Already known is a class of electron beam devices providing electron beams of variable energy and velocity. A change in the beam energy brings about a change in the colour of the luminescence, the duration of the afterglow, or other characteristics of the screen. The operating principle of such devices is based on the relationship between the depth of penetration of electrons of an electron beam into a solid and the energy of these electrons.
The screens of such electron beam devices may be of different types. There may be single-layer screens including particles of a material coated with other materials which serve as an energy barrier for electrons. The screen may be composed of several layers of different materials; some of these layers exhibit different properties when excited by electrons, whereas other layers serve as an energy barrier for electrons. When acting upon screens of the latter type, electrons of different energy levels penetrate into and excite different layers of the screen.
The operating principle of such screens makes it clear that the excitation of materials possessing different properties necessitates a certain increase in the energy of the electron beam's electrons.
However, the electron beam is defocused on the screen unless certain measures are taken.
Different techniques are already known which make it possible to produce a focused image on a screen with different electron beam energies (cf. UK Patent Specification No. 947,916, Cl. H4 D). In this patent specification, disclosure is made of a multi-gun electron beam shaping system, wherein each gun produces a focused electron beam possessing a certain amount of energy.
The above system is disadvantageous in that it contains a plurality of guns, which accounts for the complicated design of the system; in addition, images produced by different guns do not match on the screen.
There is also known an electron beam device with variable electron beam energy (cf. USSR Inventor's Certificate No. 441,612, U.S. Pat. No. 4,044,282), comprising a focusing system for constant focusing of an electron beam on a screen. The focusing system includes two axially symmetrical electrodes successively arranged across the path of the electron beam. The first of these electrodes is electrically coupled to an accelerating electrode intended for electron beam shaping; the second electrode is electrically coupled to the screen.

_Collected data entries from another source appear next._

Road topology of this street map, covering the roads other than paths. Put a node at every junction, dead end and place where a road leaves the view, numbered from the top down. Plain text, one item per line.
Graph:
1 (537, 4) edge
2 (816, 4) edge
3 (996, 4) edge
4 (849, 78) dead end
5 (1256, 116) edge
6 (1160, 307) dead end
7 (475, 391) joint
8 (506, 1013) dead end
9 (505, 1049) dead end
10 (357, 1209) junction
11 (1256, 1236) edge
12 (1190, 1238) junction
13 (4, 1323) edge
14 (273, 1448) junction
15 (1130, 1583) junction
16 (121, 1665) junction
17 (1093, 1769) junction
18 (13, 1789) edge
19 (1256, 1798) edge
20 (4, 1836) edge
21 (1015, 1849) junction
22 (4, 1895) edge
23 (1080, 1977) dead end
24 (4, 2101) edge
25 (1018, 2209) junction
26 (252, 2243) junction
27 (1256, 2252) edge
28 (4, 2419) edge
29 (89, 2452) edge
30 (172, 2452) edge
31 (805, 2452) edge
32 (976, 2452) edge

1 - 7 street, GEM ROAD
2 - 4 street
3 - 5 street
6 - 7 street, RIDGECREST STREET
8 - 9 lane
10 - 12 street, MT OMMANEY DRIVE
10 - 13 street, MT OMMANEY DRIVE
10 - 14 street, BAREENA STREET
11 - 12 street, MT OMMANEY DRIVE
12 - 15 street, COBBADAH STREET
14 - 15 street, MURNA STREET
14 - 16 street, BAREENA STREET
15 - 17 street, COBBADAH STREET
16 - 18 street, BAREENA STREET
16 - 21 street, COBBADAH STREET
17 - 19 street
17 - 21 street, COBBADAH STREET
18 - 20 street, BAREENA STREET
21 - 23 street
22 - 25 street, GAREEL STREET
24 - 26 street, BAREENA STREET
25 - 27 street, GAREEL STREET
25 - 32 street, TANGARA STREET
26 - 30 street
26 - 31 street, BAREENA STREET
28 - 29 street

The focusing system of that electron beam device comprises a magnetic lens with a constant magnetic field intensity, and an electrostatic lens arranged with respect to the magnetic lens so as to compensate for changes in the electron beam focusing. The electrostatic lens is composed of two axially symmetrical electrodes successively arranged across the path of the electron beam. The first of these electrodes is electrically coupled to the accelerating electrode, whereas the second is electrically coupled to the screen.
The above electron beam device under review has all the disadvantages inherent in electromagnetic focusing systems, which include the complexity of aligning the magnetic lens in relation to the axis of the device, the large size and great weight of the device, the necessity of utilizing a sufficiently powerful source to energize the magnetic coil, etc. In addition, changes in the energy levels of the electrons of the electron beam make it hard to focus the electron beam; that means that for each electron beam device, one must find an optimum position of the middle plane of the magnetic lens with respect to that of the electrostatic lens, and appropriately select the potential of the accelerating electrode and the magnetomotive force of the magnetic coil.